__Work required__. Repeat the entries exactly, and do not carry the pictures over.

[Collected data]
-----

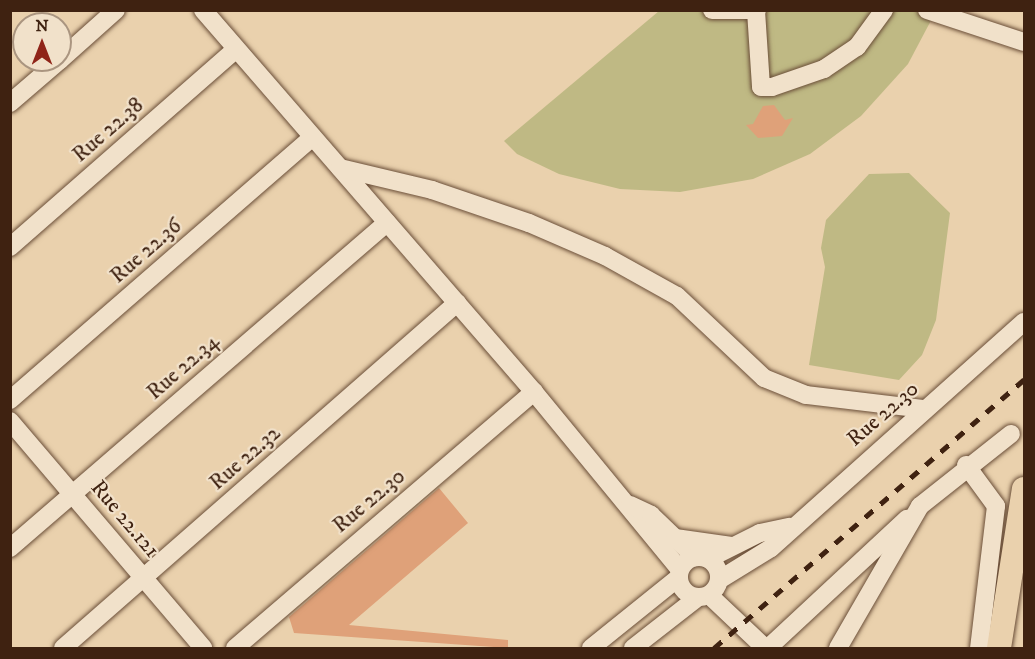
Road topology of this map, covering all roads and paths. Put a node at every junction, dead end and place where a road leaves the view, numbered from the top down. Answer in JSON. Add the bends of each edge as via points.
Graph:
{"nodes":[{"id":1,"x":116,"y":10,"type":"edge"},
{"id":2,"x":203,"y":10,"type":"edge"},
{"id":3,"x":712,"y":10,"type":"edge"},
{"id":4,"x":884,"y":10,"type":"edge"},
{"id":5,"x":927,"y":10,"type":"edge"},
{"id":6,"x":756,"y":11,"type":"edge"},
{"id":7,"x":1024,"y":42,"type":"edge"},
{"id":8,"x":72,"y":49,"type":"edge"},
{"id":9,"x":236,"y":49,"type":"junction"},
{"id":10,"x":46,"y":72,"type":"edge"},
{"id":11,"x":10,"y":103,"type":"edge"},
{"id":12,"x":313,"y":137,"type":"junction"},
{"id":13,"x":340,"y":168,"type":"junction"},
{"id":14,"x":387,"y":223,"type":"junction"},
{"id":15,"x":10,"y":247,"type":"edge"},
{"id":16,"x":458,"y":303,"type":"junction"},
{"id":17,"x":1024,"y":322,"type":"edge"},
{"id":18,"x":534,"y":392,"type":"junction"},
{"id":19,"x":10,"y":400,"type":"edge"},
{"id":20,"x":924,"y":410,"type":"junction"},
{"id":21,"x":10,"y":421,"type":"edge"},
{"id":22,"x":1011,"y":434,"type":"dead end"},
{"id":23,"x":966,"y":465,"type":"junction"},
{"id":24,"x":1024,"y":489,"type":"edge"},
{"id":25,"x":73,"y":495,"type":"junction"},
{"id":26,"x":630,"y":505,"type":"junction"},
{"id":27,"x":921,"y":506,"type":"junction"},
{"id":28,"x":789,"y":527,"type":"junction"},
{"id":29,"x":675,"y":538,"type":"junction"},
{"id":30,"x":736,"y":545,"type":"junction"},
{"id":31,"x":10,"y":548,"type":"edge"},
{"id":32,"x":702,"y":558,"type":"junction"},
{"id":33,"x":1024,"y":567,"type":"edge"},
{"id":34,"x":679,"y":574,"type":"junction"},
{"id":35,"x":144,"y":578,"type":"junction"},
{"id":36,"x":719,"y":580,"type":"junction"},
{"id":37,"x":703,"y":596,"type":"junction"},
{"id":38,"x":63,"y":648,"type":"edge"},
{"id":39,"x":204,"y":648,"type":"edge"},
{"id":40,"x":236,"y":648,"type":"edge"},
{"id":41,"x":591,"y":648,"type":"edge"},
{"id":42,"x":633,"y":648,"type":"edge"},
{"id":43,"x":767,"y":648,"type":"edge"},
{"id":44,"x":838,"y":648,"type":"edge"},
{"id":45,"x":979,"y":648,"type":"edge"},
{"id":46,"x":999,"y":648,"type":"edge"},
{"id":47,"x":1012,"y":648,"type":"edge"}],
"edges":[{"from":1,"to":8,"type":"street"},
{"from":2,"to":9,"type":"street"},
{"from":3,"to":6,"type":"street"},
{"from":4,"to":6,"type":"street","via":[[857,46],[824,69],[772,87],[762,87]]},
{"from":5,"to":7,"type":"street"},
{"from":9,"to":12,"type":"street"},
{"from":9,"to":15,"type":"street","name":"Rue 22.38"},
{"from":10,"to":11,"type":"street"},
{"from":12,"to":13,"type":"street"},
{"from":12,"to":19,"type":"street","name":"Rue 22.36"},
{"from":13,"to":14,"type":"street"},
{"from":13,"to":20,"type":"street","via":[[432,190],[605,256],[677,296],[764,378],[806,395]]},
{"from":14,"to":16,"type":"street"},
{"from":14,"to":25,"type":"street","name":"Rue 22.34"},
{"from":16,"to":18,"type":"street"},
{"from":16,"to":35,"type":"street","name":"Rue 22.32"},
{"from":17,"to":20,"type":"street","name":"Rue 22.30"},
{"from":18,"to":26,"type":"street"},
{"from":18,"to":40,"type":"street","name":"Rue 22.30"},
{"from":20,"to":28,"type":"street","name":"Rue 22.30"},
{"from":21,"to":25,"type":"street","name":"Rue 22.121"},
{"from":22,"to":23,"type":"street"},
{"from":23,"to":27,"type":"street"},
{"from":23,"to":45,"type":"street","via":[[996,506]]},
{"from":24,"to":46,"type":"main road"},
{"from":25,"to":31,"type":"street","name":"Rue 22.34"},
{"from":25,"to":35,"type":"street","name":"Rue 22.121"},
{"from":26,"to":29,"type":"street"},
{"from":26,"to":34,"type":"street"},
{"from":27,"to":43,"type":"street"},
{"from":27,"to":44,"type":"street"},
{"from":28,"to":30,"type":"street"},
{"from":28,"to":36,"type":"street","name":"Rue 22.30","via":[[771,548]]},
{"from":29,"to":30,"type":"street"},
{"from":29,"to":32,"type":"street"},
{"from":30,"to":32,"type":"street"},
{"from":32,"to":34,"type":"street"},
{"from":32,"to":36,"type":"street"},
{"from":33,"to":47,"type":"main road"},
{"from":34,"to":37,"type":"street","via":[[682,589]]},
{"from":34,"to":41,"type":"street"},
{"from":35,"to":38,"type":"street","name":"Rue 22.32"},
{"from":35,"to":39,"type":"street","name":"Rue 22.121"},
{"from":36,"to":37,"type":"street"},
{"from":37,"to":42,"type":"street"},
{"from":37,"to":43,"type":"street"}]}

-----

__Exercise answer__.
Road topology of this map, covering all roads and paths. Put a node at every junction, dead end and place where a road leaves the view, numbered from the top down. Answer in JSON. Add the bends of each edge as via points.
Graph:
{"nodes":[{"id":1,"x":116,"y":10,"type":"edge"},
{"id":2,"x":203,"y":10,"type":"edge"},
{"id":3,"x":712,"y":10,"type":"edge"},
{"id":4,"x":884,"y":10,"type":"edge"},
{"id":5,"x":927,"y":10,"type":"edge"},
{"id":6,"x":756,"y":11,"type":"edge"},
{"id":7,"x":1024,"y":42,"type":"edge"},
{"id":8,"x":72,"y":49,"type":"edge"},
{"id":9,"x":236,"y":49,"type":"junction"},
{"id":10,"x":46,"y":72,"type":"edge"},
{"id":11,"x":10,"y":103,"type":"edge"},
{"id":12,"x":313,"y":137,"type":"junction"},
{"id":13,"x":340,"y":168,"type":"junction"},
{"id":14,"x":387,"y":223,"type":"junction"},
{"id":15,"x":10,"y":247,"type":"edge"},
{"id":16,"x":458,"y":303,"type":"junction"},
{"id":17,"x":1024,"y":322,"type":"edge"},
{"id":18,"x":534,"y":392,"type":"junction"},
{"id":19,"x":10,"y":400,"type":"edge"},
{"id":20,"x":924,"y":410,"type":"junction"},
{"id":21,"x":10,"y":421,"type":"edge"},
{"id":22,"x":1011,"y":434,"type":"dead end"},
{"id":23,"x":966,"y":465,"type":"junction"},
{"id":24,"x":1024,"y":489,"type":"edge"},
{"id":25,"x":73,"y":495,"type":"junction"},
{"id":26,"x":630,"y":505,"type":"junction"},
{"id":27,"x":921,"y":506,"type":"junction"},
{"id":28,"x":789,"y":527,"type":"junction"},
{"id":29,"x":675,"y":538,"type":"junction"},
{"id":30,"x":736,"y":545,"type":"junction"},
{"id":31,"x":10,"y":548,"type":"edge"},
{"id":32,"x":702,"y":558,"type":"junction"},
{"id":33,"x":1024,"y":567,"type":"edge"},
{"id":34,"x":679,"y":574,"type":"junction"},
{"id":35,"x":144,"y":578,"type":"junction"},
{"id":36,"x":719,"y":580,"type":"junction"},
{"id":37,"x":703,"y":596,"type":"junction"},
{"id":38,"x":63,"y":648,"type":"edge"},
{"id":39,"x":204,"y":648,"type":"edge"},
{"id":40,"x":236,"y":648,"type":"edge"},
{"id":41,"x":591,"y":648,"type":"edge"},
{"id":42,"x":633,"y":648,"type":"edge"},
{"id":43,"x":767,"y":648,"type":"edge"},
{"id":44,"x":838,"y":648,"type":"edge"},
{"id":45,"x":979,"y":648,"type":"edge"},
{"id":46,"x":999,"y":648,"type":"edge"},
{"id":47,"x":1012,"y":648,"type":"edge"}],
"edges":[{"from":1,"to":8,"type":"street"},
{"from":2,"to":9,"type":"street"},
{"from":3,"to":6,"type":"street"},
{"from":4,"to":6,"type":"street","via":[[857,46],[824,69],[772,87],[762,87]]},
{"from":5,"to":7,"type":"street"},
{"from":9,"to":12,"type":"street"},
{"from":9,"to":15,"type":"street","name":"Rue 22.38"},
{"from":10,"to":11,"type":"street"},
{"from":12,"to":13,"type":"street"},
{"from":12,"to":19,"type":"street","name":"Rue 22.36"},
{"from":13,"to":14,"type":"street"},
{"from":13,"to":20,"type":"street","via":[[432,190],[605,256],[677,296],[764,378],[806,395]]},
{"from":14,"to":16,"type":"street"},
{"from":14,"to":25,"type":"street","name":"Rue 22.34"},
{"from":16,"to":18,"type":"street"},
{"from":16,"to":35,"type":"street","name":"Rue 22.32"},
{"from":17,"to":20,"type":"street","name":"Rue 22.30"},
{"from":18,"to":26,"type":"street"},
{"from":18,"to":40,"type":"street","name":"Rue 22.30"},
{"from":20,"to":28,"type":"street","name":"Rue 22.30"},
{"from":21,"to":25,"type":"street","name":"Rue 22.121"},
{"from":22,"to":23,"type":"street"},
{"from":23,"to":27,"type":"street"},
{"from":23,"to":45,"type":"street","via":[[996,506]]},
{"from":24,"to":46,"type":"main road"},
{"from":25,"to":31,"type":"street","name":"Rue 22.34"},
{"from":25,"to":35,"type":"street","name":"Rue 22.121"},
{"from":26,"to":29,"type":"street"},
{"from":26,"to":34,"type":"street"},
{"from":27,"to":43,"type":"street"},
{"from":27,"to":44,"type":"street"},
{"from":28,"to":30,"type":"street"},
{"from":28,"to":36,"type":"street","name":"Rue 22.30","via":[[771,548]]},
{"from":29,"to":30,"type":"street"},
{"from":29,"to":32,"type":"street"},
{"from":30,"to":32,"type":"street"},
{"from":32,"to":34,"type":"street"},
{"from":32,"to":36,"type":"street"},
{"from":33,"to":47,"type":"main road"},
{"from":34,"to":37,"type":"street","via":[[682,589]]},
{"from":34,"to":41,"type":"street"},
{"from":35,"to":38,"type":"street","name":"Rue 22.32"},
{"from":35,"to":39,"type":"street","name":"Rue 22.121"},
{"from":36,"to":37,"type":"street"},
{"from":37,"to":42,"type":"street"},
{"from":37,"to":43,"type":"street"}]}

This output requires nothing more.